SIMMONS: We Need to Be More Appreciative of Shai Gilgeous-Alexander
Appreciating Shai Gilgeous-Alexander More

On Monday night, the Oklahoma City Thunder began the third round of the NBA playoffs against the San Antonio Spurs, and it raises the question of how many people across Canada truly care about this event. This is happening alongside Game 7 in Buffalo, a Yankees-Blue Jays series in New York, and coaching searches for the Edmonton Oilers, Toronto Maple Leafs, and possibly the Vancouver Canucks. With so much sporting news across the country, it is easy and convenient to push Shai Gilgeous-Alexander aside, ignoring his eight straight playoff wins, his second consecutive MVP award, and his championship season in OKC, with the possibility of another title.

It is easy and uncomfortable, and really, it is a bit wrong. Canada has become an amazing sporting nation in recent years. The best hockey players in the world—Connor McDavid, Nathan MacKinnon, Cale Makar, Macklin Celebrini—are all Canadian. The best basketball player in the NBA, with apologies to Nikola Jokic, is Canadian. One of the best soccer players in the world is Alphonso Davies, a Canadian. The best young hockey players in the NHL are Celebrini, Matthew Schaefer, and Connor Bedard, all Canadian. The best swimmer in the world might be Summer McIntosh, a Canadian. These athletes come from Toronto, Hamilton, Newmarket, Calgary, Edmonton, Vancouver, Halifax, and almost the entire country, doing what has rarely been done before: Canadians excelling.

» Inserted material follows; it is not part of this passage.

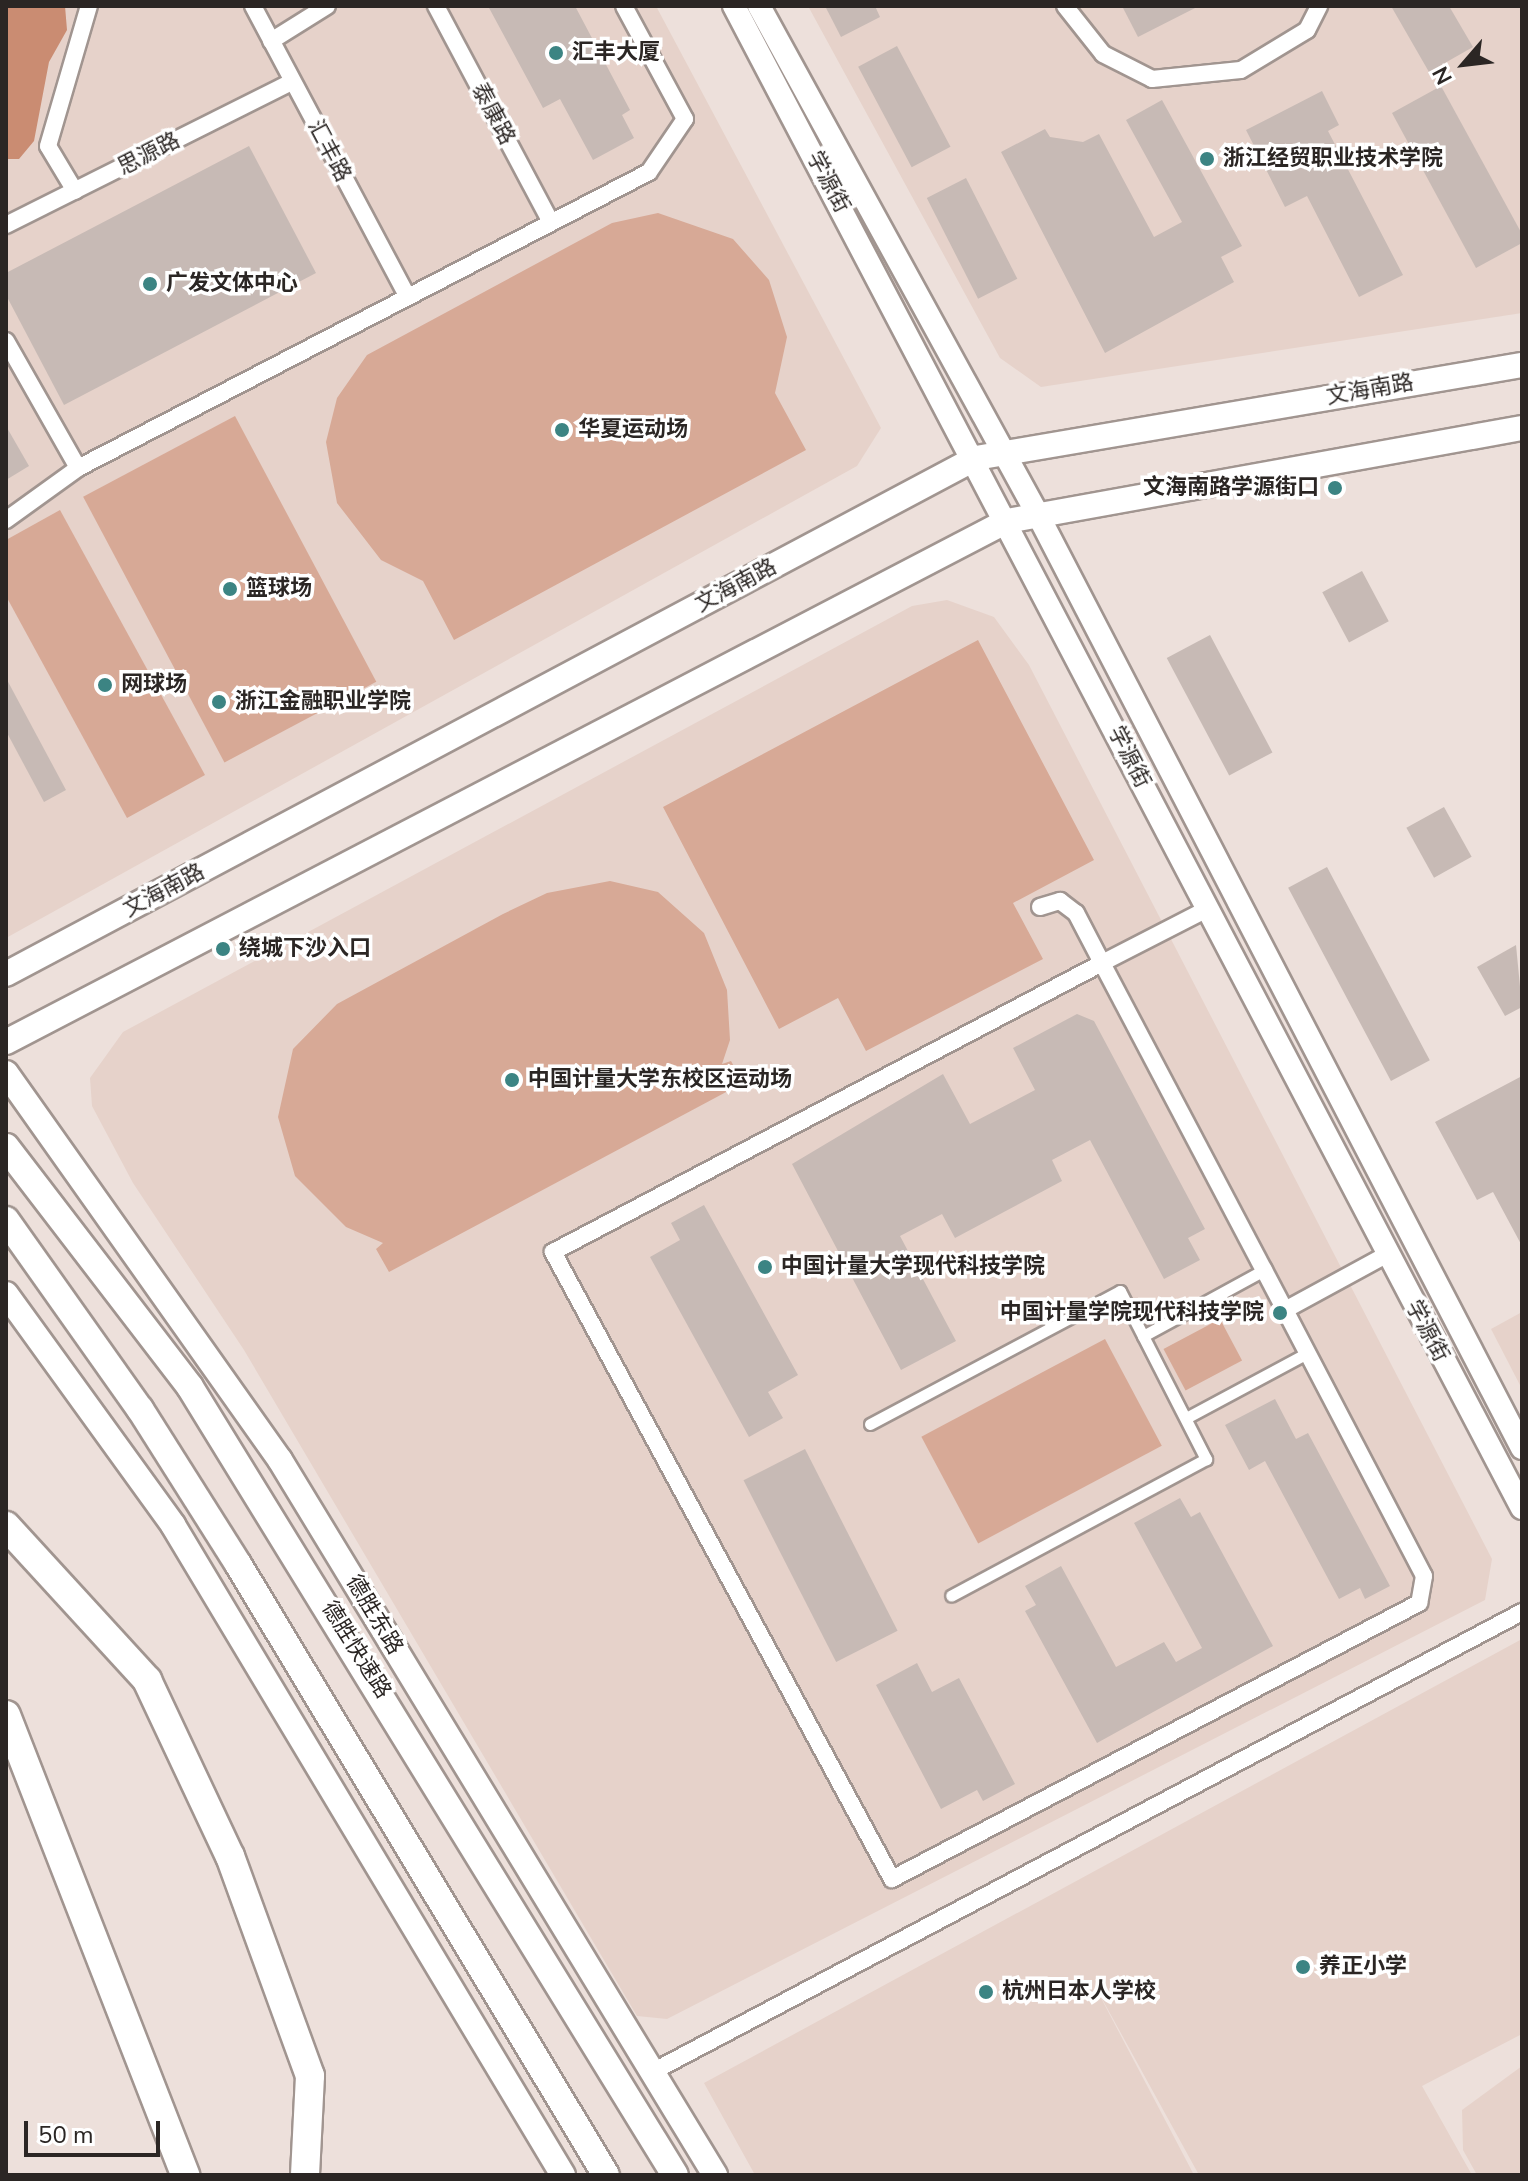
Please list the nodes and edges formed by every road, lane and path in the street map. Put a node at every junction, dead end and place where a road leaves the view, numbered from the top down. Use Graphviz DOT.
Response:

Gilgeous-Alexander has now won the NBA MVP in two straight seasons. The phenomenal Steve Nash, born too short for his game and in the wrong country to be great, pushed barriers to become the difference-maker at point guard that made him so special. Nash may have garnered more attention because he was the first and the only great Canadian player of his time in basketball. There was no one like him, just as there was no one like Wayne Gretzky, who saw what others could not see and did what others could not do. His game was subtle theatre almost every night.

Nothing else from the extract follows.